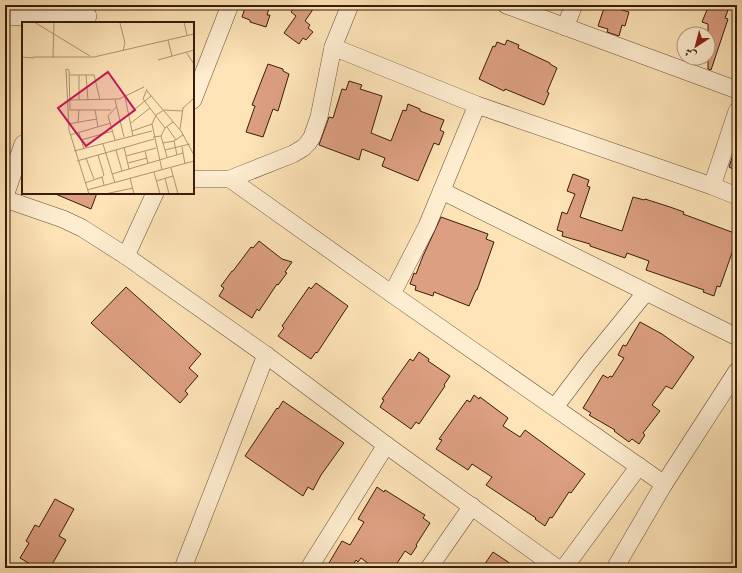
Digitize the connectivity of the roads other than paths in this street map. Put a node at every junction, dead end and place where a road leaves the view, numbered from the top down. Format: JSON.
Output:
{"nodes":[{"id":1,"x":230,"y":5,"type":"edge"},
{"id":2,"x":350,"y":5,"type":"edge"},
{"id":3,"x":506,"y":5,"type":"edge"},
{"id":4,"x":574,"y":5,"type":"edge"},
{"id":5,"x":88,"y":15,"type":"edge"},
{"id":6,"x":5,"y":17,"type":"edge"},
{"id":7,"x":565,"y":27,"type":"junction"},
{"id":8,"x":333,"y":47,"type":"junction"},
{"id":9,"x":737,"y":90,"type":"edge"},
{"id":10,"x":194,"y":97,"type":"edge"},
{"id":11,"x":477,"y":105,"type":"junction"},
{"id":12,"x":737,"y":111,"type":"edge"},
{"id":13,"x":22,"y":147,"type":"edge"},
{"id":14,"x":194,"y":179,"type":"edge"},
{"id":15,"x":230,"y":179,"type":"junction"},
{"id":16,"x":712,"y":186,"type":"junction"},
{"id":17,"x":442,"y":191,"type":"junction"},
{"id":18,"x":155,"y":194,"type":"edge"},
{"id":19,"x":5,"y":196,"type":"edge"},
{"id":20,"x":737,"y":196,"type":"edge"},
{"id":21,"x":5,"y":199,"type":"edge"},
{"id":22,"x":126,"y":256,"type":"junction"},
{"id":23,"x":646,"y":292,"type":"junction"},
{"id":24,"x":392,"y":294,"type":"junction"},
{"id":25,"x":737,"y":337,"type":"edge"},
{"id":26,"x":266,"y":355,"type":"junction"},
{"id":27,"x":737,"y":371,"type":"edge"},
{"id":28,"x":555,"y":407,"type":"junction"},
{"id":29,"x":386,"y":445,"type":"junction"},
{"id":30,"x":639,"y":466,"type":"junction"},
{"id":31,"x":664,"y":484,"type":"junction"},
{"id":32,"x":472,"y":506,"type":"junction"},
{"id":33,"x":618,"y":563,"type":"edge"},
{"id":34,"x":183,"y":568,"type":"edge"},
{"id":35,"x":309,"y":568,"type":"edge"},
{"id":36,"x":429,"y":568,"type":"edge"},
{"id":37,"x":558,"y":568,"type":"edge"},
{"id":38,"x":564,"y":568,"type":"edge"},
{"id":39,"x":602,"y":568,"type":"edge"}],
"edges":[{"from":1,"to":10,"type":"street"},
{"from":2,"to":8,"type":"street"},
{"from":3,"to":7,"type":"street"},
{"from":4,"to":7,"type":"street"},
{"from":5,"to":6,"type":"street"},
{"from":7,"to":9,"type":"street"},
{"from":8,"to":11,"type":"street"},
{"from":8,"to":15,"type":"street"},
{"from":11,"to":16,"type":"street"},
{"from":11,"to":17,"type":"street"},
{"from":12,"to":16,"type":"street"},
{"from":13,"to":19,"type":"street"},
{"from":14,"to":15,"type":"street"},
{"from":15,"to":24,"type":"street"},
{"from":16,"to":20,"type":"street"},
{"from":17,"to":23,"type":"street"},
{"from":17,"to":24,"type":"street"},
{"from":18,"to":22,"type":"street"},
{"from":21,"to":22,"type":"street"},
{"from":22,"to":26,"type":"street"},
{"from":23,"to":25,"type":"street"},
{"from":23,"to":28,"type":"street"},
{"from":24,"to":28,"type":"street"},
{"from":26,"to":29,"type":"street"},
{"from":26,"to":34,"type":"street"},
{"from":27,"to":31,"type":"street"},
{"from":28,"to":30,"type":"street"},
{"from":29,"to":32,"type":"street"},
{"from":29,"to":35,"type":"street"},
{"from":30,"to":31,"type":"street"},
{"from":30,"to":38,"type":"street"},
{"from":31,"to":33,"type":"street"},
{"from":32,"to":36,"type":"street"},
{"from":32,"to":37,"type":"street"},
{"from":33,"to":39,"type":"street"}]}
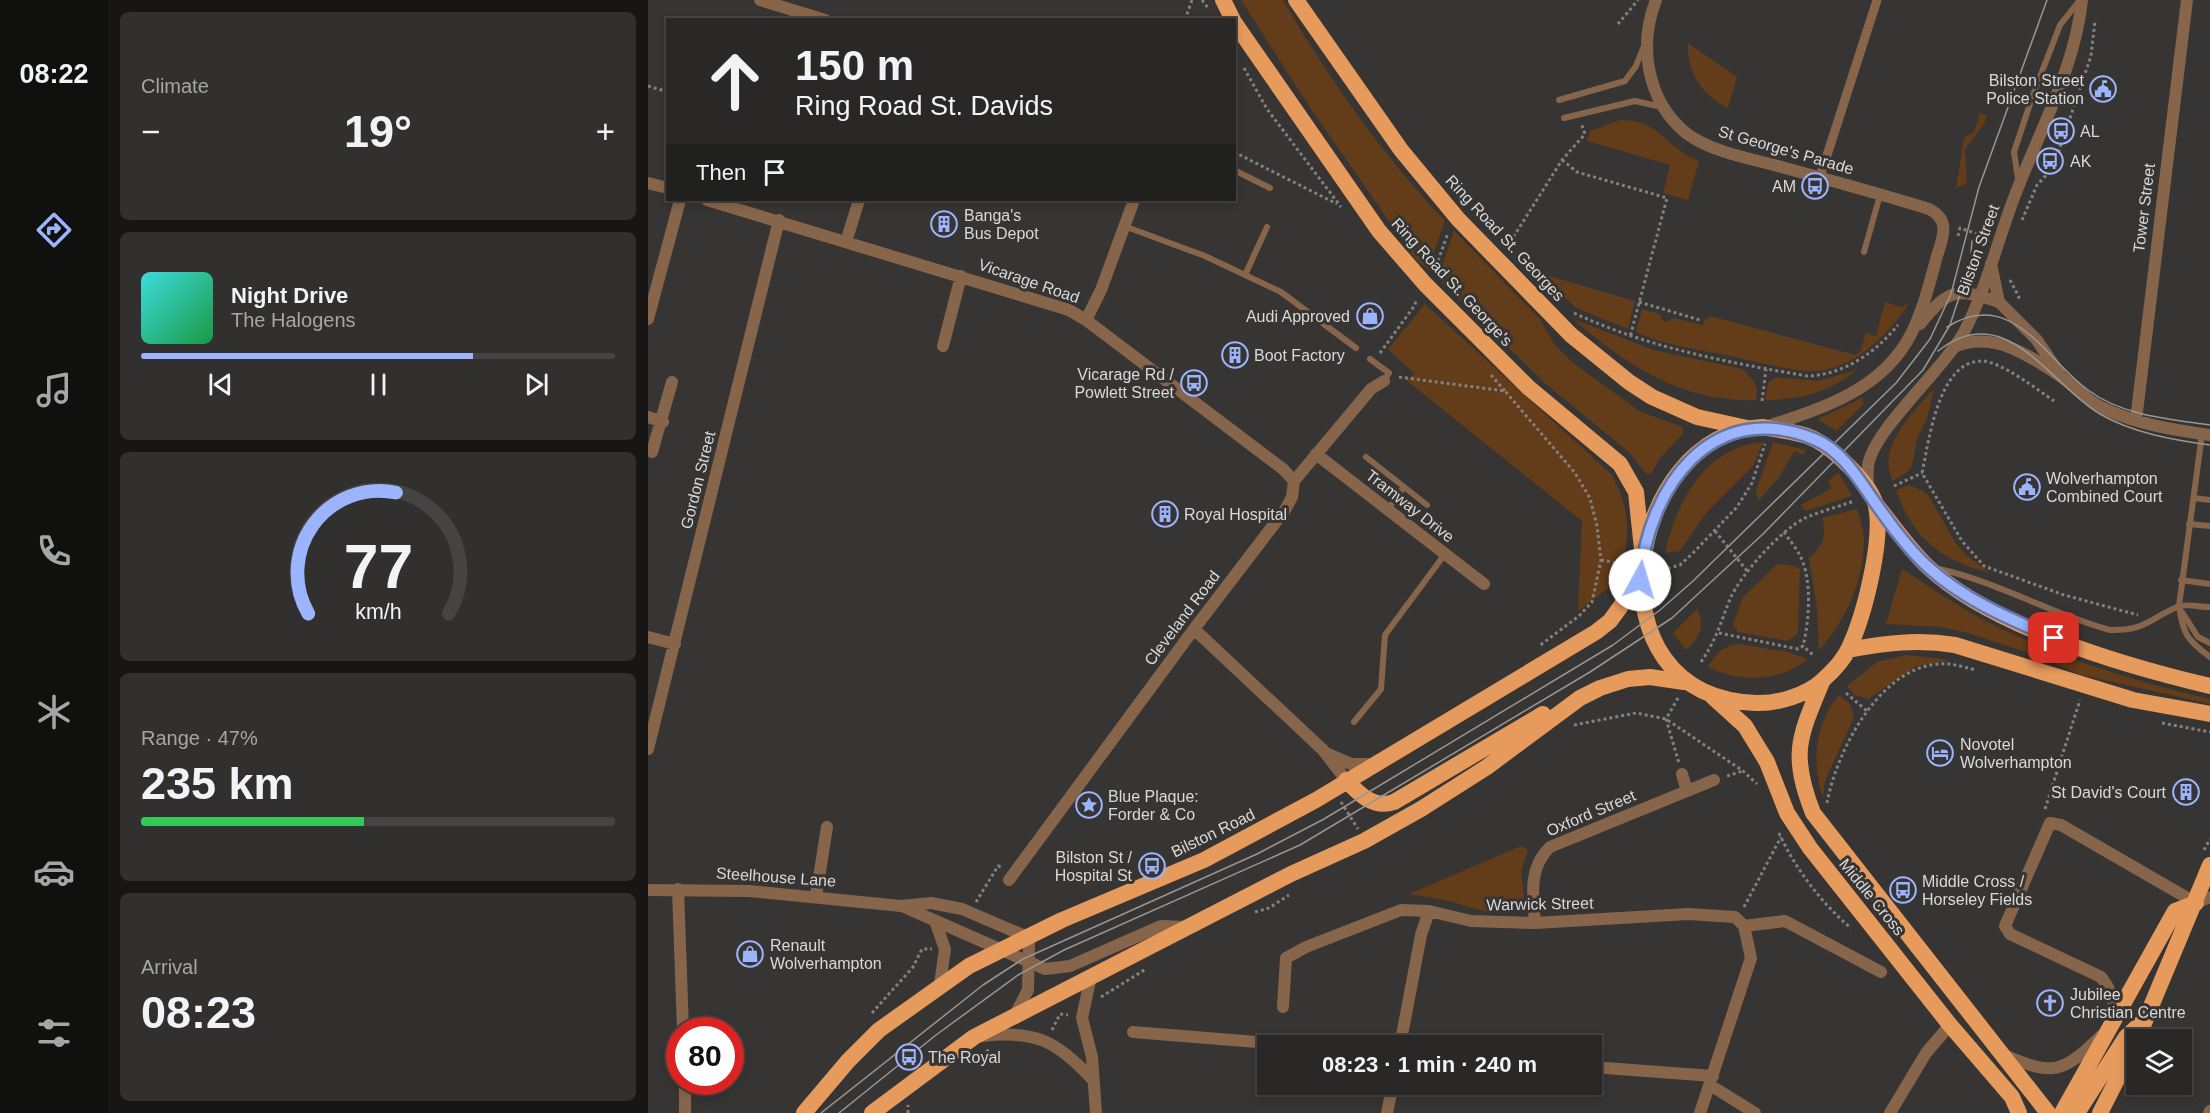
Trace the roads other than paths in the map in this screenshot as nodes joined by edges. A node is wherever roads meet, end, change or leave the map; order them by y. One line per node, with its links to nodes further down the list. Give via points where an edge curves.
1 (760, 0): 8 (street)
2 (1223, 0): 10 (highway, Ring Road St. George's)
3 (1296, 0): 50 (highway, Ring Road St. Georges, via 1401,150 1458,219 1571,335 1652,397 1698,417)
4 (1656, 0): 12 (street, St George's Parade)
5 (1877, 0): 17 (street)
6 (2081, 0): 19 (street, Bilston Street, via 2079,25 2068,63); 19 (lane, via 2060,25 2019,137 2014,152)
7 (2187, 0): 48 (street, Tower Street)
8 (778, 3): 9 (street)
9 (819, 18)
10 (1232, 18)
11 (1236, 24): 64 (highway, Ring Road St. George's, via 1379,231 1425,284 1529,388 1620,464 1636,492)
12 (1646, 40): 13 (lane, via 1625,81); 14 (street, St George's Parade, via 1649,72)
13 (1559, 100)
14 (1665, 109): 15 (lane, via 1635,101); 17 (street, St George's Parade, via 1687,133 1706,144)
15 (1564, 118)
16 (1236, 171): 21 (lane)
17 (1820, 177): 22 (street, St George's Parade)
18 (648, 183): 20 (street)
19 (2019, 184): 32 (street, Bilston Street)
20 (666, 188)
21 (1270, 188)
22 (1880, 195): 31 (lane); 39 (street, St George's Parade, via 1929,209 1938,213 1944,223 1920,314)
23 (680, 201): 37 (street)
24 (711, 201): 27 (street, Vicarage Road)
25 (859, 201): 30 (street)
26 (1134, 201): 28 (street)
27 (779, 220): 30 (street, Vicarage Road); 76 (street, Gordon Street)
28 (1124, 226): 33 (lane); 38 (street)
29 (1267, 227): 33 (lane)
30 (846, 242): 34 (street, Vicarage Road)
31 (1864, 252)
32 (1990, 263): 35 (street, Bilston Street); 36 (street)
33 (1245, 275): 42 (lane, via 1281,292)
34 (961, 276): 38 (street, Vicarage Road, via 1051,303); 40 (street)
35 (1979, 296): 36 (street); 39 (street, via 1962,291 1947,295); 41 (street, Bilston Street)
36 (2003, 306): 44 (street, via 2036,339)
37 (648, 319)
38 (1086, 320): 55 (street, Vicarage Road)
39 (1910, 336): 50 (street, via 1861,388 1836,403)
40 (943, 346)
41 (1954, 347): 44 (street, via 1967,341 1991,340); 57 (street, Bilston Street, via 1877,442 1868,465)
42 (1356, 348)
43 (1370, 359): 45 (lane, via 1389,373)
44 (2063, 379): 48 (street, via 2103,408)
45 (1384, 381): 53 (street, Cleveland Road, via 1371,389)
46 (672, 382): 49 (street)
47 (648, 417): 49 (street)
48 (2136, 420): 51 (street)
49 (663, 422): 52 (street)
50 (1759, 432): 57 (highway, Ring Road St. Georges, via 1815,439 1842,459); 64 (highway, via 1716,439 1702,449 1671,484)
51 (2206, 435): 58 (lane)
52 (652, 452)
53 (1316, 454): 55 (street, Cleveland Road); 61 (street, Tramway Drive)
54 (1366, 457): 56 (lane)
55 (1294, 481): 73 (street, Cleveland Road, via 1285,510)
56 (1404, 487): 60 (lane); 61 (lane)
57 (1871, 496): 66 (highway, Ring Road St. Georges); 77 (highway, via 1874,566)
58 (2194, 498): 59 (lane); 62 (lane)
59 (2210, 500)
60 (1427, 505)
61 (1388, 509): 65 (street, Tramway Drive)
62 (2189, 524): 63 (lane); 68 (lane)
63 (2210, 526)
64 (1642, 552): 67 (highway)
65 (1446, 554): 69 (street, Tramway Drive); 85 (lane, via 1385,635 1382,689)
66 (1927, 566): 71 (lane, via 1966,575 2023,600 2110,630 2151,623); 81 (highway, Ring Road St. Georges, via 1977,601 2045,634 2143,669)
67 (1640, 580): 80 (highway, via 1650,634); 88 (highway, Bilston Road, via 1610,621 1596,632)
68 (2181, 580): 70 (lane); 71 (lane)
69 (1484, 584)
70 (2210, 584)
71 (2179, 606): 72 (lane); 75 (lane, via 2191,629); 78 (lane, via 2182,629 2192,644)
72 (2210, 607)
73 (1194, 629): 87 (street); 95 (street, Cleveland Road)
74 (648, 637): 76 (street)
75 (2210, 643)
76 (675, 644): 86 (street, Gordon Street)
77 (1848, 650): 79 (highway); 84 (highway, via 1896,641 1934,641 2133,700)
78 (2210, 657)
79 (1822, 681): 82 (highway, via 1784,700 1758,703); 123 (highway, Middle Cross, via 1798,750 1801,782 1813,813)
80 (1684, 682): 82 (highway); 83 (highway, via 1650,677 1628,679)
81 (2210, 686)
82 (1712, 696): 116 (highway, Middle Cross, via 1746,726 1767,762 1787,813 1810,848)
83 (1580, 698): 90 (highway, via 1521,726 1394,802 1366,800); 105 (highway, via 1487,767 1421,809 1364,841)
84 (2210, 714)
85 (1354, 722)
86 (648, 749)
87 (1323, 750): 88 (street, via 1340,760); 90 (street)
88 (1372, 764): 90 (highway, Bilston Road)
89 (1682, 774): 92 (street)
90 (1346, 780): 106 (highway, Bilston Road, via 1204,860)
91 (1714, 780): 92 (street, Oxford Street)
92 (1687, 790): 103 (street, Oxford Street, via 1550,847 1535,867)
93 (827, 827): 98 (street)
94 (2210, 865): 99 (highway)
95 (1009, 880)
96 (678, 889): 97 (street, Steelhouse Lane); 98 (street, Steelhouse Lane); 115 (street)
97 (648, 890)
98 (816, 896): 100 (street, Steelhouse Lane)
99 (2203, 900): 113 (highway); 117 (highway, via 2175,911); 117 (street, via 2061,825 2050,824 2005,926 2010,934 2101,977 2115,1005)
100 (901, 906): 102 (street, Steelhouse Lane); 106 (street, Steelhouse Lane, via 931,903 962,909)
101 (1429, 911): 103 (street, Warwick Street, via 1471,921); 112 (street, Warwick Street, via 1401,910 1286,958); 120 (street)
102 (935, 921): 107 (street, Steelhouse Lane); 111 (street, via 945,949)
103 (1535, 923): 104 (street, Warwick Street, via 1688,914 1724,915)
104 (1741, 923): 109 (street, Warwick Street, via 1785,921); 127 (street, via 1752,958)
105 (1186, 927): 108 (street, Steelhouse Lane, via 1161,926 1056,970); 110 (highway)
106 (1025, 936): 107 (highway, Bilston Road); 108 (street, via 1030,945)
107 (1001, 948): 108 (street, Steelhouse Lane); 111 (highway, Bilston Road)
108 (1029, 963): 114 (street, via 1028,990)
109 (1881, 972)
110 (1091, 976): 114 (highway); 126 (street, via 1082,1018 1092,1057)
111 (940, 984): 131 (highway, Bilston Road, via 879,1030)
112 (1282, 1007)
113 (2150, 1014): 118 (highway); 141 (highway, via 2126,1037)
114 (1015, 1015): 121 (highway)
115 (683, 1017)
116 (1950, 1025): 137 (street, via 1926,1053); 138 (highway, Middle Cross, via 2012,1097)
117 (2111, 1026): 123 (street, via 2075,1062 2060,1067 2034,1068); 140 (highway)
118 (2143, 1029)
119 (1133, 1032): 122 (street)
120 (1402, 1035)
121 (974, 1037): 126 (street, via 1013,1034 1041,1039 1067,1053); 132 (highway)
122 (1257, 1042)
123 (2000, 1053): 139 (highway, Middle Cross)
124 (2126, 1062): 142 (highway)
125 (1602, 1068): 127 (street)
126 (1092, 1078): 133 (street)
127 (1712, 1080): 135 (street); 136 (street)
128 (685, 1095): 130 (street)
129 (1391, 1095): 134 (street)
130 (685, 1113)
131 (804, 1113)
132 (872, 1113)
133 (1096, 1113)
134 (1388, 1113)
135 (1700, 1113)
136 (1755, 1113)
137 (1890, 1113)
138 (2019, 1113)
139 (2048, 1113)
140 (2062, 1113)
141 (2074, 1113)
142 (2100, 1113)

Brief
Count each line of the listing that contains "Ring" and give the count alone.

Solution to this task
6